03 March 2010

Starting to Read the NT


After arriving to the great sunny land of California, my benefactor handed me a bunch of literature with information about what proselytizing Christians might say, including many quotations from the NT. After reading some of it, I realized that all the scriptural verses were not in their context. Moreover, how could I discuss, with any knowledge, what the NT or Christianity believed about various matters? So, I set aside that literature and began to read the NT, itself. So far, it's been good - I'm progressing. Although there's a lot in there that, for lack of better phrasing, I just don't believe, nonetheless, I've found reading it interesting on three accounts:
1) Seeing how it/Jesus uses Biblical verses (that is, from the Hebrew Bible) that aren't necessarily the way that we Jews read them. On the other hand, it is also interesting to see how the NT is describing certain Biblical laws being followed in that time.
2) Getting a better sense of the origins of certain ideas that have trickled down to our day in contemporary America, but more interestingly, phrases, as well.
3) Reading about certain social circumstances as well as outlooks that would also be reflected upon rabbinic literature as well as similar statements (or dissimilar, for that matter).
This last one is something that may not appeal to a lot of people, but is the most intellectually fascinating aspect to me. Although I may be reading it on account of needing to know this stuff for professional reasons (whether that would be confronting missionaries, contrasting NT statements to Jewish positions, or even just to discuss with Christian clergy), it's this third reason that really keeps me going, as someone who enjoys reading and studying rabbinic literature.

7 comments:

R' Daniel said...

When you read the Gospels, especially Matthew, you are going to find many parables between the actual words of Jesus/Yeshua and the words of many of our sages.

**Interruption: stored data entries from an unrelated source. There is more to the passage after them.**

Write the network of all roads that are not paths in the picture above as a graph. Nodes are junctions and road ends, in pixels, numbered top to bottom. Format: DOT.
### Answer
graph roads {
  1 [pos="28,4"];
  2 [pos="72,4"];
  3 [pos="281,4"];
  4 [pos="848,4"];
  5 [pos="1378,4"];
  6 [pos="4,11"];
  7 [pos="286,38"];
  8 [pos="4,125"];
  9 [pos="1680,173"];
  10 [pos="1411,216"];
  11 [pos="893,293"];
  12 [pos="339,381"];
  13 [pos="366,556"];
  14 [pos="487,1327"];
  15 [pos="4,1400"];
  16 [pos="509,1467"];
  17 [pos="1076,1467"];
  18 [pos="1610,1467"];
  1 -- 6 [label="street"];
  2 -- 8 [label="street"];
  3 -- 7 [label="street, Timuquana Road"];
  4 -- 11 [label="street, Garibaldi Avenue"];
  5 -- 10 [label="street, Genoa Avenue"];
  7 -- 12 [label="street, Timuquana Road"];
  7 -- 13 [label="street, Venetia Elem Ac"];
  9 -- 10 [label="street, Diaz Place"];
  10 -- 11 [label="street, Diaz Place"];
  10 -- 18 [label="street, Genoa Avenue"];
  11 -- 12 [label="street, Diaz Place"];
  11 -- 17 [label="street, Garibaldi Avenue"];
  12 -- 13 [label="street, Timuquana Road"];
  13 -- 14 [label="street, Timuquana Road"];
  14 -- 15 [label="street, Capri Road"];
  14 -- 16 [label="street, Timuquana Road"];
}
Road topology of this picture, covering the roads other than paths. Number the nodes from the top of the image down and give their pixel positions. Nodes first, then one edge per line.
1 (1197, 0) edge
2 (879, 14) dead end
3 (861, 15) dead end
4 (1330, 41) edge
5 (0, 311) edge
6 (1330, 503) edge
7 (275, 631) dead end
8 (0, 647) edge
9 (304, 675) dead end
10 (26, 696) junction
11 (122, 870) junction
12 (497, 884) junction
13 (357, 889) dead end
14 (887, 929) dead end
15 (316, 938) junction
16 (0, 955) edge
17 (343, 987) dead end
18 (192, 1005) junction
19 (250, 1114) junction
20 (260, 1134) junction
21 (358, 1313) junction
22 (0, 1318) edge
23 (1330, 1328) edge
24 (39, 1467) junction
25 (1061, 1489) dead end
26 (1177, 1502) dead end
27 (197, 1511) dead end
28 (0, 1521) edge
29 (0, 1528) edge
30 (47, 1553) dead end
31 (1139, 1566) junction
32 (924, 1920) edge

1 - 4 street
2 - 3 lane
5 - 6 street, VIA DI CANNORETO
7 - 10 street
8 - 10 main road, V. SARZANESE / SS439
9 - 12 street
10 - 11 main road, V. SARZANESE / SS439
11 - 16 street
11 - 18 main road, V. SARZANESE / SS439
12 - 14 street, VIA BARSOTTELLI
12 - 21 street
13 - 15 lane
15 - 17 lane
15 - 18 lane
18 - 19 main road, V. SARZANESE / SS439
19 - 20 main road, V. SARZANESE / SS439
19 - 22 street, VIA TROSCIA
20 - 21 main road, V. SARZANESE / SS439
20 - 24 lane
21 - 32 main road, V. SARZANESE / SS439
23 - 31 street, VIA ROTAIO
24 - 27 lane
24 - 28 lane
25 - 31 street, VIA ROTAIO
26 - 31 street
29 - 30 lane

When you read Paul, you will notice some literary motifs similar to Midrash, but on the whole, you will find Paul at odds with Jesus many times.

I am trained in both Jewish and Christian religious studies, and I do advocate separating the words of Jesus and the dogmas created about him which abound in the Christian Scriptures. I take the approach of Jefferson, Hyam Maccoby, and Barrie Wilson in this regard. Viewing it in this light, while also taking into account Rav Emden and other rabbinical teachings on Jesus and Christianity, will prove to be most beneficial. You really do need to draw together the traditional sources and the fantastic academic works done on Early Christianity and Judaism.

你怎麼說 said...

向小善致敬,它使人生旅程較為平順。........................................

簡單嗎 said...

沒有友情,人生何樂?........................................

R' Daniel said...

That should say "many parallels."

wrpn said...

I don't like the Gospels that much Drew. On the other hand I find the Pauline epistles fascinating. The line "we are surrounded by a cloud of witnesses"from Hebrews is great prose for funerals.

Drew_Kaplan said...

R' Daniel - I'm still in the gospels and they are interesting (especially Matthew), so we'll see how they compare with the other pieces.
I'm not familiar with "Jefferson, Hyam Maccoby, and Barrie Wilson" or their approaches.... What was Rav Emden's take on this?
wrpn - Why don't you like the Gospels that much?

wrpn said...

@Drew-I find the Epistles very inspiring but the Gospel narrative makes me ill at times.